* WHAT IS EXPECTED:
Each record below needs to be retyped exactly.

++++++

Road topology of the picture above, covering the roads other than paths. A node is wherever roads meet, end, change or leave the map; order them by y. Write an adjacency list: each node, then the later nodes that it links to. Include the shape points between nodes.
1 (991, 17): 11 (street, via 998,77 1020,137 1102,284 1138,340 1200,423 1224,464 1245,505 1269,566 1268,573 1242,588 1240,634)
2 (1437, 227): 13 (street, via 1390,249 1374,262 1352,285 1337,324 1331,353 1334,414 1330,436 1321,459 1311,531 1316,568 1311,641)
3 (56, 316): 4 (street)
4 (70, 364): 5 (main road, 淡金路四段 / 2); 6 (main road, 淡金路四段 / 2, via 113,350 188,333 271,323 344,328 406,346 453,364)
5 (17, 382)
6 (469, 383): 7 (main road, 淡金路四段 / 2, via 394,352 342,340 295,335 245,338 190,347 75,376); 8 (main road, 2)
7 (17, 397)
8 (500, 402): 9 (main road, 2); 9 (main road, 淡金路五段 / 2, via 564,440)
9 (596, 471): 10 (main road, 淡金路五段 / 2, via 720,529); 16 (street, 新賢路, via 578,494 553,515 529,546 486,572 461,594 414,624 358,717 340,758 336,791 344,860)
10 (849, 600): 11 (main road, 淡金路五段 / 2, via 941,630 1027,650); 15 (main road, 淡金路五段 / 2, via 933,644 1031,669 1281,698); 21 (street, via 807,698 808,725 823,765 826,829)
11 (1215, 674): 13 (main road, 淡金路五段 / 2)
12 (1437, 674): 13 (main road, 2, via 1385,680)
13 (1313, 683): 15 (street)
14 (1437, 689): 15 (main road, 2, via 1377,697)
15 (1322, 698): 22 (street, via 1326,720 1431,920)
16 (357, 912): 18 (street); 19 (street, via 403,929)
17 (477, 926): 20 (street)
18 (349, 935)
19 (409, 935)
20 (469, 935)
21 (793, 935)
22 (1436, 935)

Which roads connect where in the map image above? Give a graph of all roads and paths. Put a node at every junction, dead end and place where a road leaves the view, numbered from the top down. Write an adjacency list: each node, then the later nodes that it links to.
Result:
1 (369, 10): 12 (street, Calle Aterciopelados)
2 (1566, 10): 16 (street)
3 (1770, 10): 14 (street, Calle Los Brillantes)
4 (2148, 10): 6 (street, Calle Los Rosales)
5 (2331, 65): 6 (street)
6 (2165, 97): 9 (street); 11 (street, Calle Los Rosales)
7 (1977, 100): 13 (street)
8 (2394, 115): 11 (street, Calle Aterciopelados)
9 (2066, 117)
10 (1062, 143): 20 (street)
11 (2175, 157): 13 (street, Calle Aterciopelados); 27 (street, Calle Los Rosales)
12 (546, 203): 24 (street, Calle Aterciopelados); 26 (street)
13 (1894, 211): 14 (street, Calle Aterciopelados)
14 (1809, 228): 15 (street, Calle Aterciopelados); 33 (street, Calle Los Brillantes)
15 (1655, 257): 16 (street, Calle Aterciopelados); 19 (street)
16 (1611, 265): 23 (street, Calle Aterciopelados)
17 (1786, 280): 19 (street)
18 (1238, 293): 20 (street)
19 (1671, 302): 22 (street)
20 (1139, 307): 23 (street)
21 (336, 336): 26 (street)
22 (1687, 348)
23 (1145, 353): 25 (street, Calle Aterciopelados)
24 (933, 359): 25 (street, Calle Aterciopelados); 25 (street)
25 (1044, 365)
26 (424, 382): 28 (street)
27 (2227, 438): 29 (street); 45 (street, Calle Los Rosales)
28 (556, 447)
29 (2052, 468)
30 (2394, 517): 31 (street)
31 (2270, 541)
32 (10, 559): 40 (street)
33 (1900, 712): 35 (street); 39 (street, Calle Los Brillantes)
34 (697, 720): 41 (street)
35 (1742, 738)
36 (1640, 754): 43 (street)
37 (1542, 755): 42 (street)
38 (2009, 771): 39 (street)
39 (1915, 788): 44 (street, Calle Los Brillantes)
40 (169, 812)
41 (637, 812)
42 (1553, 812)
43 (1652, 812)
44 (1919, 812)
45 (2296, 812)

++++++

* RESPONSE TO THIS EXERCISE:
Road topology of the picture above, covering the roads other than paths. A node is wherever roads meet, end, change or leave the map; order them by y. Write an adjacency list: each node, then the later nodes that it links to. Include the shape points between nodes.
1 (991, 17): 11 (street, via 998,77 1020,137 1102,284 1138,340 1200,423 1224,464 1245,505 1269,566 1268,573 1242,588 1240,634)
2 (1437, 227): 13 (street, via 1390,249 1374,262 1352,285 1337,324 1331,353 1334,414 1330,436 1321,459 1311,531 1316,568 1311,641)
3 (56, 316): 4 (street)
4 (70, 364): 5 (main road, 淡金路四段 / 2); 6 (main road, 淡金路四段 / 2, via 113,350 188,333 271,323 344,328 406,346 453,364)
5 (17, 382)
6 (469, 383): 7 (main road, 淡金路四段 / 2, via 394,352 342,340 295,335 245,338 190,347 75,376); 8 (main road, 2)
7 (17, 397)
8 (500, 402): 9 (main road, 2); 9 (main road, 淡金路五段 / 2, via 564,440)
9 (596, 471): 10 (main road, 淡金路五段 / 2, via 720,529); 16 (street, 新賢路, via 578,494 553,515 529,546 486,572 461,594 414,624 358,717 340,758 336,791 344,860)
10 (849, 600): 11 (main road, 淡金路五段 / 2, via 941,630 1027,650); 15 (main road, 淡金路五段 / 2, via 933,644 1031,669 1281,698); 21 (street, via 807,698 808,725 823,765 826,829)
11 (1215, 674): 13 (main road, 淡金路五段 / 2)
12 (1437, 674): 13 (main road, 2, via 1385,680)
13 (1313, 683): 15 (street)
14 (1437, 689): 15 (main road, 2, via 1377,697)
15 (1322, 698): 22 (street, via 1326,720 1431,920)
16 (357, 912): 18 (street); 19 (street, via 403,929)
17 (477, 926): 20 (street)
18 (349, 935)
19 (409, 935)
20 (469, 935)
21 (793, 935)
22 (1436, 935)

Which roads connect where in the map image above? Give a graph of all roads and paths. Put a node at every junction, dead end and place where a road leaves the view, numbered from the top down. Write an adjacency list: each node, then the later nodes that it links to.
Result:
1 (369, 10): 12 (street, Calle Aterciopelados)
2 (1566, 10): 16 (street)
3 (1770, 10): 14 (street, Calle Los Brillantes)
4 (2148, 10): 6 (street, Calle Los Rosales)
5 (2331, 65): 6 (street)
6 (2165, 97): 9 (street); 11 (street, Calle Los Rosales)
7 (1977, 100): 13 (street)
8 (2394, 115): 11 (street, Calle Aterciopelados)
9 (2066, 117)
10 (1062, 143): 20 (street)
11 (2175, 157): 13 (street, Calle Aterciopelados); 27 (street, Calle Los Rosales)
12 (546, 203): 24 (street, Calle Aterciopelados); 26 (street)
13 (1894, 211): 14 (street, Calle Aterciopelados)
14 (1809, 228): 15 (street, Calle Aterciopelados); 33 (street, Calle Los Brillantes)
15 (1655, 257): 16 (street, Calle Aterciopelados); 19 (street)
16 (1611, 265): 23 (street, Calle Aterciopelados)
17 (1786, 280): 19 (street)
18 (1238, 293): 20 (street)
19 (1671, 302): 22 (street)
20 (1139, 307): 23 (street)
21 (336, 336): 26 (street)
22 (1687, 348)
23 (1145, 353): 25 (street, Calle Aterciopelados)
24 (933, 359): 25 (street, Calle Aterciopelados); 25 (street)
25 (1044, 365)
26 (424, 382): 28 (street)
27 (2227, 438): 29 (street); 45 (street, Calle Los Rosales)
28 (556, 447)
29 (2052, 468)
30 (2394, 517): 31 (street)
31 (2270, 541)
32 (10, 559): 40 (street)
33 (1900, 712): 35 (street); 39 (street, Calle Los Brillantes)
34 (697, 720): 41 (street)
35 (1742, 738)
36 (1640, 754): 43 (street)
37 (1542, 755): 42 (street)
38 (2009, 771): 39 (street)
39 (1915, 788): 44 (street, Calle Los Brillantes)
40 (169, 812)
41 (637, 812)
42 (1553, 812)
43 (1652, 812)
44 (1919, 812)
45 (2296, 812)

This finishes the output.